Dataset records
────────
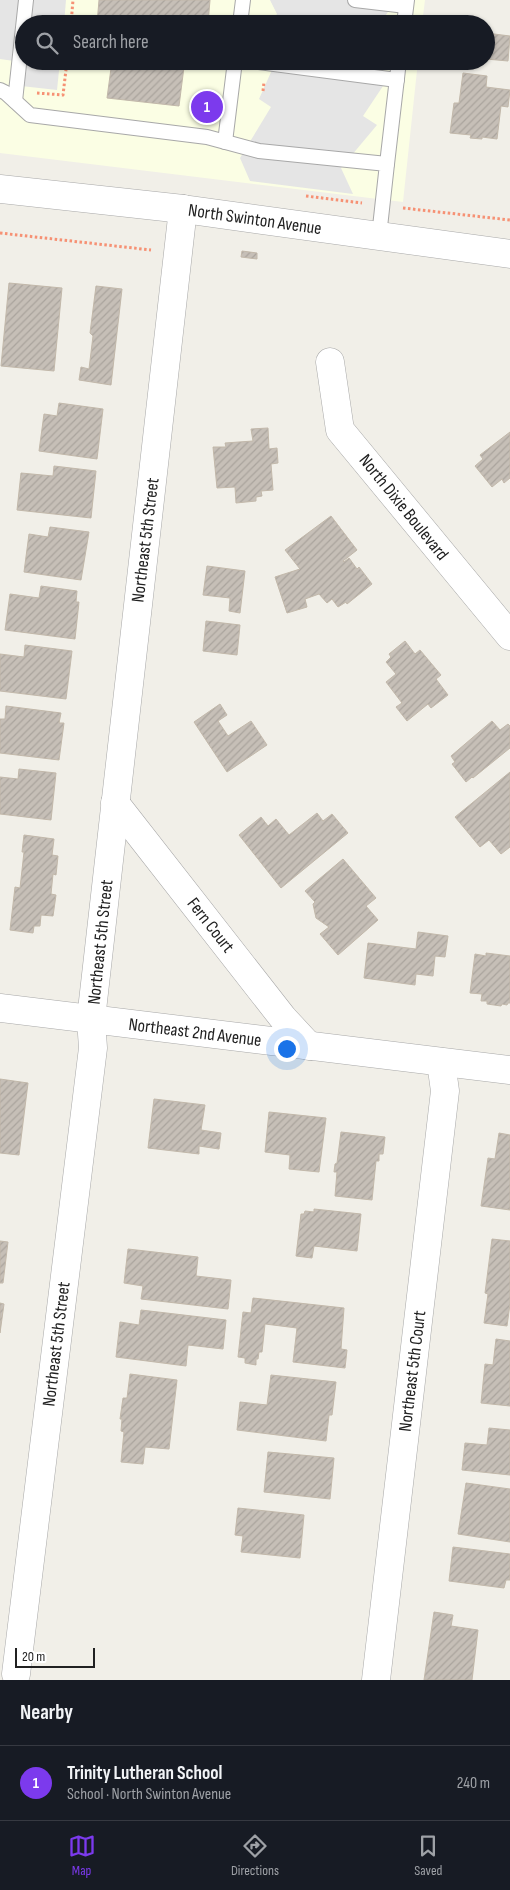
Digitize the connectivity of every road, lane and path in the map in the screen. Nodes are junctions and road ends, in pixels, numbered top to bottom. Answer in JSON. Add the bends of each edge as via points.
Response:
{"nodes":[{"id":1,"x":26,"y":0,"type":"edge"},
{"id":2,"x":74,"y":0,"type":"edge"},
{"id":3,"x":243,"y":0,"type":"edge"},
{"id":4,"x":356,"y":0,"type":"edge"},
{"id":5,"x":406,"y":3,"type":"edge"},
{"id":6,"x":24,"y":15,"type":"edge"},
{"id":7,"x":72,"y":15,"type":"edge"},
{"id":8,"x":241,"y":15,"type":"edge"},
{"id":9,"x":18,"y":70,"type":"edge"},
{"id":10,"x":66,"y":70,"type":"edge"},
{"id":11,"x":234,"y":70,"type":"edge"},
{"id":12,"x":320,"y":70,"type":"edge"},
{"id":13,"x":398,"y":70,"type":"edge"},
{"id":14,"x":397,"y":80,"type":"junction"},
{"id":15,"x":0,"y":90,"type":"edge"},
{"id":16,"x":63,"y":95,"type":"junction"},
{"id":17,"x":15,"y":96,"type":"junction"},
{"id":18,"x":69,"y":99,"type":"dead end"},
{"id":19,"x":225,"y":142,"type":"junction"},
{"id":20,"x":387,"y":164,"type":"junction"},
{"id":21,"x":0,"y":190,"type":"edge"},
{"id":22,"x":183,"y":210,"type":"junction"},
{"id":23,"x":0,"y":232,"type":"edge"},
{"id":24,"x":379,"y":236,"type":"junction"},
{"id":25,"x":178,"y":253,"type":"junction"},
{"id":26,"x":510,"y":254,"type":"edge"},
{"id":27,"x":330,"y":362,"type":"dead end"},
{"id":28,"x":510,"y":636,"type":"edge"},
{"id":29,"x":115,"y":803,"type":"junction"},
{"id":30,"x":0,"y":1008,"type":"edge"},
{"id":31,"x":91,"y":1019,"type":"junction"},
{"id":32,"x":309,"y":1046,"type":"junction"},
{"id":33,"x":441,"y":1062,"type":"junction"},
{"id":34,"x":510,"y":1070,"type":"edge"},
{"id":35,"x":18,"y":1675,"type":"edge"},
{"id":36,"x":376,"y":1680,"type":"edge"}],
"edges":[{"from":1,"to":6,"type":"lane"},
{"from":2,"to":7,"type":"path"},
{"from":3,"to":8,"type":"lane"},
{"from":4,"to":5,"type":"lane"},
{"from":9,"to":17,"type":"lane"},
{"from":10,"to":16,"type":"path"},
{"from":11,"to":19,"type":"lane"},
{"from":12,"to":14,"type":"lane"},
{"from":13,"to":14,"type":"lane"},
{"from":14,"to":20,"type":"lane"},
{"from":15,"to":17,"type":"lane"},
{"from":16,"to":17,"type":"path"},
{"from":16,"to":18,"type":"path"},
{"from":17,"to":19,"type":"lane","via":[[30,115]]},
{"from":19,"to":20,"type":"lane","via":[[259,151]]},
{"from":20,"to":24,"type":"lane"},
{"from":21,"to":22,"type":"street","name":"North Swinton Avenue"},
{"from":22,"to":24,"type":"street","name":"North Swinton Avenue"},
{"from":22,"to":25,"type":"street","name":"Northeast 5th Street"},
{"from":23,"to":25,"type":"path"},
{"from":24,"to":26,"type":"street","name":"North Swinton Avenue"},
{"from":25,"to":29,"type":"street","name":"Northeast 5th Street"},
{"from":27,"to":28,"type":"street","name":"North Dixie Boulevard","via":[[340,430]]},
{"from":29,"to":31,"type":"street","name":"Northeast 5th Street"},
{"from":29,"to":32,"type":"street","name":"Fern Court","via":[[283,1018]]},
{"from":30,"to":31,"type":"street","name":"Northeast 2nd Avenue"},
{"from":31,"to":32,"type":"street","name":"Northeast 2nd Avenue"},
{"from":31,"to":35,"type":"street","name":"Northeast 5th Street","via":[[91,1058]]},
{"from":32,"to":33,"type":"street","name":"Northeast 2nd Avenue"},
{"from":33,"to":34,"type":"street","name":"Northeast 2nd Avenue"},
{"from":33,"to":36,"type":"street","name":"Northeast 5th Court","via":[[445,1091]]}]}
────────
■ **ACTION ITEM**
Once every line above has been checked for the string "Court", give the number of matching lines and nothing more.

■ **RESULT OF THIS TASK**
2